For private sector actors, developers, operators, technology providers, and institutional investors, the PIP framework places origination capability at a premium. The firms that can identify viable infrastructure gaps, structure technically credible proposals, and navigate the PPP Directorate's assessment process will have access to deal flow that the traditional competitive tender route does not offer. That advantage compounds over time as track record in the PIP process becomes a differentiator.

For local advisory firms with deep sector and institutional knowledge, the PIP mechanism creates a distinct role at the origination stage, not as a bid-process manager for a government-tendered contract, but as a strategic partner helping project sponsors develop proposals that survive technical, financial, and regulatory scrutiny.

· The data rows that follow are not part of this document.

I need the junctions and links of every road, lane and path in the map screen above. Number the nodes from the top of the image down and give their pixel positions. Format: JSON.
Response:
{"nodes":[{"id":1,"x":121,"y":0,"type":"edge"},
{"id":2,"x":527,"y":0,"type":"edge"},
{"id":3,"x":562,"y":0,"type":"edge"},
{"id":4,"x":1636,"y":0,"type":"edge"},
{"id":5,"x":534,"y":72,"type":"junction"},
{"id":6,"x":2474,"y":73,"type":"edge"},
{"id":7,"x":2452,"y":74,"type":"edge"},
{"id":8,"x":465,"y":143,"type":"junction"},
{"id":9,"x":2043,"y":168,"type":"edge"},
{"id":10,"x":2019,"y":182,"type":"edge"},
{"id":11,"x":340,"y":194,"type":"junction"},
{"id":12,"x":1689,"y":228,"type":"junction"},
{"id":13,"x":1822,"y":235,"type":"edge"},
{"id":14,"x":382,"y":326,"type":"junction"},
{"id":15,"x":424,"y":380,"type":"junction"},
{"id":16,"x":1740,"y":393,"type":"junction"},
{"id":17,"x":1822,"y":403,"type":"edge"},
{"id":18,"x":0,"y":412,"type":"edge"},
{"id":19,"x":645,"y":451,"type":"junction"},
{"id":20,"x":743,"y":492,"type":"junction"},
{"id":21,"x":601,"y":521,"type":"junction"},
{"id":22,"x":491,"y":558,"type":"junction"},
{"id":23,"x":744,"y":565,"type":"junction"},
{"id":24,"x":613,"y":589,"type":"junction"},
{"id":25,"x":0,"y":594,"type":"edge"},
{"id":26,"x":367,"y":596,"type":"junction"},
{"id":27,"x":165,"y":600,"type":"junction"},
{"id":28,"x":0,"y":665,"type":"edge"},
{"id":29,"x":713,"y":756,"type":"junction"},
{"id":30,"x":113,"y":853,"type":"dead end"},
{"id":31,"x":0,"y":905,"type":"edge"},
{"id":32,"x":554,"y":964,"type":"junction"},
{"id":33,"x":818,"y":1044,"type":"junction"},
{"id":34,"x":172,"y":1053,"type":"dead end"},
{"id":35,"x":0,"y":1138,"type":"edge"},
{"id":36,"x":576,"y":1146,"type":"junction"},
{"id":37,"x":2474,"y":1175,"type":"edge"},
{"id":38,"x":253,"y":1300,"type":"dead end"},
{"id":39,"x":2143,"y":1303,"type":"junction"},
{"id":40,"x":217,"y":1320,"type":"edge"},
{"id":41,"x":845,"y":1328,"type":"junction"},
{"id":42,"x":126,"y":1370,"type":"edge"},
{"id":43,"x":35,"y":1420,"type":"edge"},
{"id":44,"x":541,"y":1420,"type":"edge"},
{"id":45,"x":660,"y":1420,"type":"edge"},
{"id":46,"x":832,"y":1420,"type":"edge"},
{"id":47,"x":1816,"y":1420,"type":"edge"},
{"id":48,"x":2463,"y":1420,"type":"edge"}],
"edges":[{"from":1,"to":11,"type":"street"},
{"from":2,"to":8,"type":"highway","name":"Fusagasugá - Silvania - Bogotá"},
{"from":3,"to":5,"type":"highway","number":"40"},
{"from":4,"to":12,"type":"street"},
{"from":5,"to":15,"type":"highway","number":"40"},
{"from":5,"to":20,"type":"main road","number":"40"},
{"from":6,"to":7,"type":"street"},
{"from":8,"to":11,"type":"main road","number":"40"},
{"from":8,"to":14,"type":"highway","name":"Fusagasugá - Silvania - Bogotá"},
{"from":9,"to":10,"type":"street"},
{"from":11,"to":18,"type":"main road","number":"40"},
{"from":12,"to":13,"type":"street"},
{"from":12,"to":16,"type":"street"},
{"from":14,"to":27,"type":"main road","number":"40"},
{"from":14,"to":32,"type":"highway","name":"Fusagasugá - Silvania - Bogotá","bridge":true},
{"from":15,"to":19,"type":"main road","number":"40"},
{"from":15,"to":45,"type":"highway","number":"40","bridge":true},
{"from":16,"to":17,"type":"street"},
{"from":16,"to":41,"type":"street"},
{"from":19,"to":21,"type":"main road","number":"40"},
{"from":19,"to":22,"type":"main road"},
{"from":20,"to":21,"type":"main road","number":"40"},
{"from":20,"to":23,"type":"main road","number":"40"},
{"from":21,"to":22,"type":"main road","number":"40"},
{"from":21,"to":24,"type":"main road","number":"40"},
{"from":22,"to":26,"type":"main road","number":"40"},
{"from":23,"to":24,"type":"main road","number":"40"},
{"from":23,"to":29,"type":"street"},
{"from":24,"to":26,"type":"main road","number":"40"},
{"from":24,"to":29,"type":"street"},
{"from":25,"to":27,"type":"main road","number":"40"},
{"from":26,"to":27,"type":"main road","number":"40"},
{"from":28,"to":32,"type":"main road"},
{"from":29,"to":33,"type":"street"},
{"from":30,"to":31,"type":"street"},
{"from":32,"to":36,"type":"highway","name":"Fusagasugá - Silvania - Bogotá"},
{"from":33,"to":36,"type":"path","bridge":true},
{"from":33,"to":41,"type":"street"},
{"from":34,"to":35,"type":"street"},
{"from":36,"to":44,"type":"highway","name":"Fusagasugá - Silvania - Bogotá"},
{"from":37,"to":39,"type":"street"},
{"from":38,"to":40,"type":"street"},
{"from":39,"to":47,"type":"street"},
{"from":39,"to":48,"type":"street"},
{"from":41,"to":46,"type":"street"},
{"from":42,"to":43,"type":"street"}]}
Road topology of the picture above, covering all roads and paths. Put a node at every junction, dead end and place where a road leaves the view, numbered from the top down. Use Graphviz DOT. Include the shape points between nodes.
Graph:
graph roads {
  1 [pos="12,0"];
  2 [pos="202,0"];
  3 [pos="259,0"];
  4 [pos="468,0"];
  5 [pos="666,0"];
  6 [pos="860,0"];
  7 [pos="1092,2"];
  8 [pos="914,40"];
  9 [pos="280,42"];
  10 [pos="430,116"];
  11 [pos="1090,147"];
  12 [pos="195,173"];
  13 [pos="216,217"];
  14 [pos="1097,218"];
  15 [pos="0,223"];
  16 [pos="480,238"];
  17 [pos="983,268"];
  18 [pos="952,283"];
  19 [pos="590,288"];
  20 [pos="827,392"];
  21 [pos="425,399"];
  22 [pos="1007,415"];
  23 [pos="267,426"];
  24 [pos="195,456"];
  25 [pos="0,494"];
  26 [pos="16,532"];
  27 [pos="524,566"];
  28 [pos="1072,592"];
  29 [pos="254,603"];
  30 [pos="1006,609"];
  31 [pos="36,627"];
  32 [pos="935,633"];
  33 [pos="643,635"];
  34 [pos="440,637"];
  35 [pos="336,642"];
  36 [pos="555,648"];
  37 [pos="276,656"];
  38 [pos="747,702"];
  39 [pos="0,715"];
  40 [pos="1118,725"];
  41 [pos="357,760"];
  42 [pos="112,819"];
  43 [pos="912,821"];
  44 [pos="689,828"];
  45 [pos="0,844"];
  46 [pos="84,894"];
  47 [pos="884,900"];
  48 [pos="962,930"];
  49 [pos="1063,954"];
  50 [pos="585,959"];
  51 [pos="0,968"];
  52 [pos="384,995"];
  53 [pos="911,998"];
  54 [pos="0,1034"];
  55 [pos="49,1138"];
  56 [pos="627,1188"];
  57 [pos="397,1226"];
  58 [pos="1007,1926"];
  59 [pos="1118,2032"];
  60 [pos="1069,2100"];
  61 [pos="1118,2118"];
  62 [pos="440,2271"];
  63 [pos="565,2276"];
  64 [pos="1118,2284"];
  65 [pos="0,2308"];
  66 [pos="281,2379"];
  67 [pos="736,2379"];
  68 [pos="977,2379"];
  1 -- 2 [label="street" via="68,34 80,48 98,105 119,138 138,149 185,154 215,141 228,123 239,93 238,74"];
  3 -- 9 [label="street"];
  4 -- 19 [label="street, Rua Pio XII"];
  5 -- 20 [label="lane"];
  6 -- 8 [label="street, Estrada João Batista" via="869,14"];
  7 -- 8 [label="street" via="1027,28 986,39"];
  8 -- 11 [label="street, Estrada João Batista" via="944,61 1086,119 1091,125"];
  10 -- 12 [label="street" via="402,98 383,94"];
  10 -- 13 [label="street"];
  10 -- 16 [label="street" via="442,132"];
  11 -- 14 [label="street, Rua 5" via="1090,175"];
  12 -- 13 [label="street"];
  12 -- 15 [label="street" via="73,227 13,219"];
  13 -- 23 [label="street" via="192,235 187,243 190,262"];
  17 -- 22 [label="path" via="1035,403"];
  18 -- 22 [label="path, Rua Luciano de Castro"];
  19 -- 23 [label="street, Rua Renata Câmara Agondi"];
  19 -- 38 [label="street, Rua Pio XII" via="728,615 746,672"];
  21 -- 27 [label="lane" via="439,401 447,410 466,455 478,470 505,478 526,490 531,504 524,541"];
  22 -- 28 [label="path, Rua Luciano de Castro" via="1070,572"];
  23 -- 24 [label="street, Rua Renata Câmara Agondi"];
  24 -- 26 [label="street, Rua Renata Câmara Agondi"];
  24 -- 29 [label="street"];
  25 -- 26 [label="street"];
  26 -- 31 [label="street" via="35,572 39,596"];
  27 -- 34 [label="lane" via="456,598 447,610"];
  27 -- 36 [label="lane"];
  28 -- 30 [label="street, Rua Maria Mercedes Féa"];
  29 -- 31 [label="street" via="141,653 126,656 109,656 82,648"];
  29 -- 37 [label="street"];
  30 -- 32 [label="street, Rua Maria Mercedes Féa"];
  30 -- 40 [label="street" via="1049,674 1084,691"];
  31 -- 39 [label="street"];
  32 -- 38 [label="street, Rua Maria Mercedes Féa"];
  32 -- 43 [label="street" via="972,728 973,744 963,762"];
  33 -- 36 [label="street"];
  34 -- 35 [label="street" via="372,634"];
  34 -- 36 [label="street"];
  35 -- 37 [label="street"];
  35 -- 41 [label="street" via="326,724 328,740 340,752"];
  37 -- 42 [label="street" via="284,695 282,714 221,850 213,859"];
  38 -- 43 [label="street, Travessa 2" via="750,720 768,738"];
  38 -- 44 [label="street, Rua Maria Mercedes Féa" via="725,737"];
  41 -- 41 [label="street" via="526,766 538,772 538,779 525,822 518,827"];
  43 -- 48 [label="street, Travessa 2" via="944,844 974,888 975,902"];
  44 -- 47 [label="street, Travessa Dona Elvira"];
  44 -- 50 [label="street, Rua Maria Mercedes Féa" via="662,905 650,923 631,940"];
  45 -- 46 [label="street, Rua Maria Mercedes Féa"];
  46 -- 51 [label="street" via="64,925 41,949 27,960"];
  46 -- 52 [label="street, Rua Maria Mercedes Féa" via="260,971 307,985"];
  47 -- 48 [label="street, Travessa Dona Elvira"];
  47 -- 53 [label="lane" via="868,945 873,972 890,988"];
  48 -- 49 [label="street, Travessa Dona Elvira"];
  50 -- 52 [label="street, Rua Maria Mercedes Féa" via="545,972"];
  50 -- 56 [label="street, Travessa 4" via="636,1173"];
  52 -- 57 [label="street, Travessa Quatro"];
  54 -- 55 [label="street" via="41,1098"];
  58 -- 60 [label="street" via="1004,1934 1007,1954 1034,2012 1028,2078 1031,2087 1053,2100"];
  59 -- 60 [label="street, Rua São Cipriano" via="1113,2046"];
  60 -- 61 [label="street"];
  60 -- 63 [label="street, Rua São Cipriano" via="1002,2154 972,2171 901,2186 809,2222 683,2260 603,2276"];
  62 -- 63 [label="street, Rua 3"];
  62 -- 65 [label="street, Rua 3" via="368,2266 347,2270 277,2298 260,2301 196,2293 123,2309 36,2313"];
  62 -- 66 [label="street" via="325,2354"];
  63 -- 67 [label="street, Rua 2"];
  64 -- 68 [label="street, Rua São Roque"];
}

The Framework Is Ready. The Question Is Whether Institutions Are

Kenya's PPP Act 2021 is a well-constructed piece of legislation. Part IV's PIP mechanism is functional, tested, and proven at USD 311 million. The PPP Directorate has processed the deal. KETRACO has signed the concession. Africa50 and PowerGrid India are mobilising.

What the deal has not yet produced, because no single deal can, is the institutional reflex across Kenya's contracting authority ecosystem to treat the PIP route as a standard channel for infrastructure development rather than an exceptional one. That reflex requires training, capacity, and the experience of processing proposals through to closure. It requires the PPP Directorate to be adequately resourced for the volume of PIP proposals that a mature ecosystem generates. And it requires a pool of project sponsors, investors, and advisors with the capability to originate credible proposals in the first place.

Kenya has the legal architecture. The December 2025 deal confirmed it works. The productive conversation now is about building the institutional and advisory infrastructure that allows the framework to operate at the scale the country's USD 3.8 billion transmission gap, to say nothing of its water, transport, and urban infrastructure backlogs, actually requires.

That is the work the Africa50-KETRACO deal has made necessary and newly urgent.